Из филологических расследований Анну вывела Ольга Судейкина. В Царском Оленька почти не бывала – не любила пригородных поездов. И если преодолела железнодорожное предубеждение, значит, что-то случилось. И впрямь случилось. С Всеволодом Князевым, ее поклонником. Попытка самоубийства. Причастие к смерти Князева Ольга решительно отрицала, доказывая Анне, что Всеволод просто запутался, хотел вырваться, уйти от кузминских «юрочек», стать нормальным, не «голубым», а как вернулся в полк, там такие же педерасты накинулись на него, мерзавцы. Вот и не выдержал. Но про них-то здесь никто не знает, обвинять меня будут. Родные уж точно будут.

Ахматова Коломбине не поверила. «Юрочки» так на женщин не смотрят, как Князев на Ольгу смотрел.

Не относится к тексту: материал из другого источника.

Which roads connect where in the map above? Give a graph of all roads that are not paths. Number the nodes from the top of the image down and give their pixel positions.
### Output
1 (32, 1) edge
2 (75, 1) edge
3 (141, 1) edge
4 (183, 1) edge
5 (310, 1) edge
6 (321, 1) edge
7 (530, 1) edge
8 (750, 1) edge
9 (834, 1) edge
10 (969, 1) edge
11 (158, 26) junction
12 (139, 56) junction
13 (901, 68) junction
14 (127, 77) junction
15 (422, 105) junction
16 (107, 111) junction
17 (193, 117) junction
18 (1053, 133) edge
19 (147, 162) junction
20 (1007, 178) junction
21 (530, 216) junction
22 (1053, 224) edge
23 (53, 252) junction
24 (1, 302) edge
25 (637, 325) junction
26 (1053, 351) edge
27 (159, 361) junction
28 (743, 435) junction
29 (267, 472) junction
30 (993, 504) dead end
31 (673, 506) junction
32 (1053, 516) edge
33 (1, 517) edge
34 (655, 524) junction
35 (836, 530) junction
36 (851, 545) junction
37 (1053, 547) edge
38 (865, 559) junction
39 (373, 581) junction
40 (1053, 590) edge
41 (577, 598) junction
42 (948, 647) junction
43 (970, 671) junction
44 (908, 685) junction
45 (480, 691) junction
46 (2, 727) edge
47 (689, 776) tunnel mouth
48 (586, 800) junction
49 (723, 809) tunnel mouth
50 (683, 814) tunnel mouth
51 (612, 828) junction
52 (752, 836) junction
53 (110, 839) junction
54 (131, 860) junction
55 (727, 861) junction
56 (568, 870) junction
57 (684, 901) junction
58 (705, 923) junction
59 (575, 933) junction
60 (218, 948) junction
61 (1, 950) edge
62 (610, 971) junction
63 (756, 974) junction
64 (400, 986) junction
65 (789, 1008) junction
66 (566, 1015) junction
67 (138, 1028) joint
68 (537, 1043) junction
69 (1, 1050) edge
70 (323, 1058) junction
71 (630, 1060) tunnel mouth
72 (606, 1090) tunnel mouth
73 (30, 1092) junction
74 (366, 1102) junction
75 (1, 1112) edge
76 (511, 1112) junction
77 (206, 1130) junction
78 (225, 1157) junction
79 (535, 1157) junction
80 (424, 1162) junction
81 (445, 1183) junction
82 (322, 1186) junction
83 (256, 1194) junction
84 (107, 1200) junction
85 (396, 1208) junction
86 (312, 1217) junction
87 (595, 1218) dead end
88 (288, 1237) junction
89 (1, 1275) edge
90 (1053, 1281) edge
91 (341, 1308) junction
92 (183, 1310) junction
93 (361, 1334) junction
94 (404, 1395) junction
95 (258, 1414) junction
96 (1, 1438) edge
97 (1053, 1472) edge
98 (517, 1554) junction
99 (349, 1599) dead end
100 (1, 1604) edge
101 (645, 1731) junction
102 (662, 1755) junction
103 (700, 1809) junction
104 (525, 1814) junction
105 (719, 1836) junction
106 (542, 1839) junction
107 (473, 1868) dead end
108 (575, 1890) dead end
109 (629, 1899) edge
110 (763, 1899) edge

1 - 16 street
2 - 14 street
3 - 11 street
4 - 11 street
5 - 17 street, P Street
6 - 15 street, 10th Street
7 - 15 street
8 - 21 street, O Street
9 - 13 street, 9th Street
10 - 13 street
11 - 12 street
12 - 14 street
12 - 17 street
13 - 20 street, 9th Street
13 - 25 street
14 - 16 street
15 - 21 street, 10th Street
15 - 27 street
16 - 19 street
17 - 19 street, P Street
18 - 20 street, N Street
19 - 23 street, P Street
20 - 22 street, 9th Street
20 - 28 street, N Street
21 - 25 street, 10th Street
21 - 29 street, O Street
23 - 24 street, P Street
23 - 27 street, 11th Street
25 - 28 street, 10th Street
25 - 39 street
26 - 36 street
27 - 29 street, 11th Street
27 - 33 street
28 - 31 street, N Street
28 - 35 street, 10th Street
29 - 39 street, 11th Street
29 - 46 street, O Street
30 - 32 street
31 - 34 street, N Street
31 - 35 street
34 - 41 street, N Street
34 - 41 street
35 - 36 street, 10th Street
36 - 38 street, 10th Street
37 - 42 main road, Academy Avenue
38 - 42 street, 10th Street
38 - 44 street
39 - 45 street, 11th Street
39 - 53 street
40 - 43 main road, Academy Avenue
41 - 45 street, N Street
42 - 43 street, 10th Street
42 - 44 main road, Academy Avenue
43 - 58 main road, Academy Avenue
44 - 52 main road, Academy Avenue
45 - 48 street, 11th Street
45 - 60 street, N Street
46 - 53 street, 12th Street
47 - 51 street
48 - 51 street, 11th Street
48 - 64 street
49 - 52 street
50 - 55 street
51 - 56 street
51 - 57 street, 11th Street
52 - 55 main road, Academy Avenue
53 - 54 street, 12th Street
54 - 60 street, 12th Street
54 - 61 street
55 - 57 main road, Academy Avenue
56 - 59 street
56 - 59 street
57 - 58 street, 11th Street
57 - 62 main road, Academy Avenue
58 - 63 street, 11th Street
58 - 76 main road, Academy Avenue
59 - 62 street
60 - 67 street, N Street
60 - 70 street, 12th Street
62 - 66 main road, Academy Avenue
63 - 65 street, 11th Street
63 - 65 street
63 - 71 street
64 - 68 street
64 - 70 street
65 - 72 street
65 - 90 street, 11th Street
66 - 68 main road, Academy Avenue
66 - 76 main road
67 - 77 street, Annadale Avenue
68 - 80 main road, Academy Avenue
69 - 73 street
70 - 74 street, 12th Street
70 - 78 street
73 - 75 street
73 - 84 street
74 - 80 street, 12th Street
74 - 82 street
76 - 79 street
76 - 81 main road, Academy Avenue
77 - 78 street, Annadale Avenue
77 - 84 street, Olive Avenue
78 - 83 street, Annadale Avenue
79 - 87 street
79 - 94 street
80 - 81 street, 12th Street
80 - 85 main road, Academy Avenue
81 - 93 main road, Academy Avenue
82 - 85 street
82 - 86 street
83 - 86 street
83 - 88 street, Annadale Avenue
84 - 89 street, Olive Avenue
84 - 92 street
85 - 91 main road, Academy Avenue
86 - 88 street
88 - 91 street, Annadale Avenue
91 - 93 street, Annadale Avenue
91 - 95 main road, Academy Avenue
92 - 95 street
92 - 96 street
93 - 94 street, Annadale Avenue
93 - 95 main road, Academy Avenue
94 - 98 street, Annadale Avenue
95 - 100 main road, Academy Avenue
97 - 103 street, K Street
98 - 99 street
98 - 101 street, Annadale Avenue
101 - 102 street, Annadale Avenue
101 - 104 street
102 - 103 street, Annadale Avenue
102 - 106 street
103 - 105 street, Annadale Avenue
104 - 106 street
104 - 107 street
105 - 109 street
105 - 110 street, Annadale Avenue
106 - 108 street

Это с ним она в ресторане была, когда Блок послал ей черно-красную, почти черную розу… «Я послал тебе черную розу в бокале золотого, как небо, Аи…»

– Насмерть? Совсем?

– Пока жив, но безнадежен.

Сведения, которыми располагала Ольга Афанасьевна, оказались верными. В Вербную субботу, 6 апреля 1913 года, из Риги на адрес О.А.Судейкиной пришла телеграмма с сообщением о смерти Всеволода Князева, поэта и офицера. А на следующий день, 7 апреля, Николай Степанович уехал на полгода в Африку.

Георгий Иванов – мемуарист из принципа недобросовестный. Однако ситуация отъезда Николая Гумилева в последнюю африканскую экспедицию отражена в его воспоминаниях и верно, и выразительно; в умении ставить слово после слова ему не откажешь:

«Последняя его экспедиция (за год перед войной) была широко обставлена Академией наук. Я помню, как Гумилев уезжал в эту поездку. Все было готово, багаж отправлен вперед, пароходные и железнодорожные билеты давно заказаны. За день до отъезда Гумилев заболел – сильная головная боль, 40 температура. Позвали доктора, тот сказал, что, вероятно, тиф. Всю ночь Гумилев бредил. Утром я навестил его. Жар был так силен, что сознание не вполне ясно: вдруг, перебивая разговор, он заговаривал о каких-то белых кроликах, которые умеют читать, обрывал на полуслове, опять начинал говорить разумно и вновь обрывал. Когда я прощался, он не подал мне руки: "Еще заразишься" – и прибавил: "Ну, прощай, я ведь сегодня непременно уеду". На другой день я вновь пришел его навестить, так как не сомневался, что фраза об отъезде была тем же, что и читающие кролики, т. е. бредом. Меня встретила заплаканная Ахматова: "Коля уехал"».

Иванов не преувеличивает, Анна и в самом деле не могла остановить слез… Ночью бредил, горел, а за два часа до отъезда, потребовав горячей воды для бритья, побрился и стал укладывать то, что было еще не уложенным. Анна в присутствии свекрови попробовала уговорить его поменять билет, но он продолжал укладываться… Среди еще не уложенного были, как всегда, и книги в дорогу. Растерянная Анна Андреевна сунула в одну из них листок бумаги с переписанными для «Гиперборея» стихами про приморскую девчонку.

Получив от Коли-маленького телеграмму, данную сразу же по приезде в Одессу: Добрались живым Обнимаем Николаи, – Анна стала собирать вещи. Тифозных в Одессе держали в барачном карантине, надо ехать, договариваться с врачами. Свекровь невестку не отпустила: повременим день-другой, может, не тиф, а предотъездная горячка. Предполагаемый тиф, к счастью, оказался всего лишь гриппом. В поезде Николай отоспался, и через несколько дней Анна получила от мужа письмо, отправленное срочной почтой 13 апреля 1913 года.